Karena temenku nggak begitu banyak, aku sadar cinta-cintaan jarang jadi topik bahasan setiap kita ngobrol, barangkali mereka emang paham kalau aku nggak tertarik. Kecuali kalau mereka yang mau sukarela curhat tanpa nanya aku balik ya aku respon dan aku dengerin.
Hanya saja, aku sering nggak sengaja berada di tempat orang-orang bergosip tentang hal itu, yang akhirnya bikin aku cuma jadi orang yang kebetulan ada di sana yang antara peduli nggak peduli sama topik yang dibicarakan. Hal itu terlepas apakah aku tau subjek yang mereka bicarakan atau nggak.
Kayak masuk kuping kiri keluar kuping kanan. Nggak sempat aku pahami, apalagi masuk ke memori otakku yang mini ini.
Jadi siapapun yang merasa aku berada di tempat dan waktu yang salah karena mendengar cerita percintaan kalian, percayalah aku nggak ingat sama sekali apa yang kalian bicarakan waktu itu.

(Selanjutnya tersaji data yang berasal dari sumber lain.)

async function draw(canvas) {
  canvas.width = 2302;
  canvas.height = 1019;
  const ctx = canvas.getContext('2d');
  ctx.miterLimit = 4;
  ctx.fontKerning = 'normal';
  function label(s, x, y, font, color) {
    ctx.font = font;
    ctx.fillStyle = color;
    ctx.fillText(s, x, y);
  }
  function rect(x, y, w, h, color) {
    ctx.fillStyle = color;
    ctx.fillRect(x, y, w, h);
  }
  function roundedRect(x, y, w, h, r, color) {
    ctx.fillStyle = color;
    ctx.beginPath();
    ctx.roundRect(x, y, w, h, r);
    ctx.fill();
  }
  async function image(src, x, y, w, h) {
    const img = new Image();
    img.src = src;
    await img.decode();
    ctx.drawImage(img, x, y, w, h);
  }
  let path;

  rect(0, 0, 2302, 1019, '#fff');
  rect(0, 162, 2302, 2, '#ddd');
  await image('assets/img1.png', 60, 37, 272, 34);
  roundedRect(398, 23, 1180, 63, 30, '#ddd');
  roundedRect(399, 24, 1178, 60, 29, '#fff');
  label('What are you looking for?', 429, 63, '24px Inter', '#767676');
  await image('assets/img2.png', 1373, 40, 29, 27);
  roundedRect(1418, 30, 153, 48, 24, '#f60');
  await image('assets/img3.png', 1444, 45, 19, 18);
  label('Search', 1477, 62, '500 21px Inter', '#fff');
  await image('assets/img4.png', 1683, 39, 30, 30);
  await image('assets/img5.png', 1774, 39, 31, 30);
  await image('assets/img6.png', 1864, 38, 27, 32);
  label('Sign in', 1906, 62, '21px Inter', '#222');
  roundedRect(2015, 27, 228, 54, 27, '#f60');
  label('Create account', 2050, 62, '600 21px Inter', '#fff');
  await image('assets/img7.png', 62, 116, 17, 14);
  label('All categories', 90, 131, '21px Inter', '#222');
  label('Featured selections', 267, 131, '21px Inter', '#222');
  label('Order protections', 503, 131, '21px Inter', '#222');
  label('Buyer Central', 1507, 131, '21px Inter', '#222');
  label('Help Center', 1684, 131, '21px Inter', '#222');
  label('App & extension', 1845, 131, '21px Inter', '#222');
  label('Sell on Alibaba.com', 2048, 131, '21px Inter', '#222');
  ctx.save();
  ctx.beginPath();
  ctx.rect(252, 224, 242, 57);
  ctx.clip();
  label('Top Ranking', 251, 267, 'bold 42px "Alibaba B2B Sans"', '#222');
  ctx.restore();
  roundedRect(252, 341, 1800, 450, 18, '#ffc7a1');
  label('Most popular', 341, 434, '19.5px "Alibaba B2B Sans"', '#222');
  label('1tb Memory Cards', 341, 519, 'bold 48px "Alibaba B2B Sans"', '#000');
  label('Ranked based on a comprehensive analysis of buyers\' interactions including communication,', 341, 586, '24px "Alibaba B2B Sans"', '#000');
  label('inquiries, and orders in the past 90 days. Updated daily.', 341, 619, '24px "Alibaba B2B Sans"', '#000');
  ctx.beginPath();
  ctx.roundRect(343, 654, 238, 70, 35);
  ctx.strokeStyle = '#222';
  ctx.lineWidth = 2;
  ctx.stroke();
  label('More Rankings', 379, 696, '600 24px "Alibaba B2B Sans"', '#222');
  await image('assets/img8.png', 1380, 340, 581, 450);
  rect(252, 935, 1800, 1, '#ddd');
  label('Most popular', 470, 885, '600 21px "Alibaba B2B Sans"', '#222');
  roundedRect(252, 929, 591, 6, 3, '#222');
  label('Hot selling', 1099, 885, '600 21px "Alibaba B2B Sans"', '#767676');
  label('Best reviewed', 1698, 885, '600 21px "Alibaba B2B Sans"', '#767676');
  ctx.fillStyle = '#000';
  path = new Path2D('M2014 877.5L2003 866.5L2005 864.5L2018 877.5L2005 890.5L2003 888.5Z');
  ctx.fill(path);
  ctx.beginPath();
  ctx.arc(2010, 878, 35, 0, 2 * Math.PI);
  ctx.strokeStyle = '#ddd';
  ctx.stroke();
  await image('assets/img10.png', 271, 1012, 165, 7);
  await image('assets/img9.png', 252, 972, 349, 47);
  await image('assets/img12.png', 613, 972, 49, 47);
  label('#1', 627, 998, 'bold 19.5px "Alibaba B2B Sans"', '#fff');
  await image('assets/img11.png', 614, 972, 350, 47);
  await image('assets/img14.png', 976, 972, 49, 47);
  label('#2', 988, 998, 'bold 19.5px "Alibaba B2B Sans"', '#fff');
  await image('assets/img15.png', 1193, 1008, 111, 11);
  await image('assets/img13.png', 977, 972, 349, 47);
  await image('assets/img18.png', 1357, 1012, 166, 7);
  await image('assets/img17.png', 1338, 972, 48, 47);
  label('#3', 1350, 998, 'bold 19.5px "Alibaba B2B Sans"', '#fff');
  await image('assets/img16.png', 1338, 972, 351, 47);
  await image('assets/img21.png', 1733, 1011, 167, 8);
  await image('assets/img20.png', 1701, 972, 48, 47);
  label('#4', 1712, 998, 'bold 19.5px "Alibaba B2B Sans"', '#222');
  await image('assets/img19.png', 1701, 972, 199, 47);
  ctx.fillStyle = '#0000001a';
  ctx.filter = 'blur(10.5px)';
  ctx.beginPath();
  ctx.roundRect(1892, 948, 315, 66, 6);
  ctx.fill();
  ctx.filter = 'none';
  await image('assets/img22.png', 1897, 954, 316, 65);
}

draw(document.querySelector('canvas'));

Lucunya, aku juga nggak begitu punya alasan yang pasti kenapa aku jomblo. Bukan karena prinsip nggak mau pacaran, bukan karena dilarang orangtua juga. Kayak ya nggak tau aja gitu.
Keasikan jomblo, eh keterusan.
Aku bahkan sempat mempertanyakan aku masih suka cowok atau nggak. Dan aku yakin aku masih suka cowok.
Cuma emang belum ada aja orangnya.
Tapi ya, kalau dipikir-pikir aku juga nggak bisa membayangkan diriku sendiri menjalin hubungan romantis sama orang.
Kayak— aku?? Pacaran??? Sama orang????? Orang?? Kek—ORANG??????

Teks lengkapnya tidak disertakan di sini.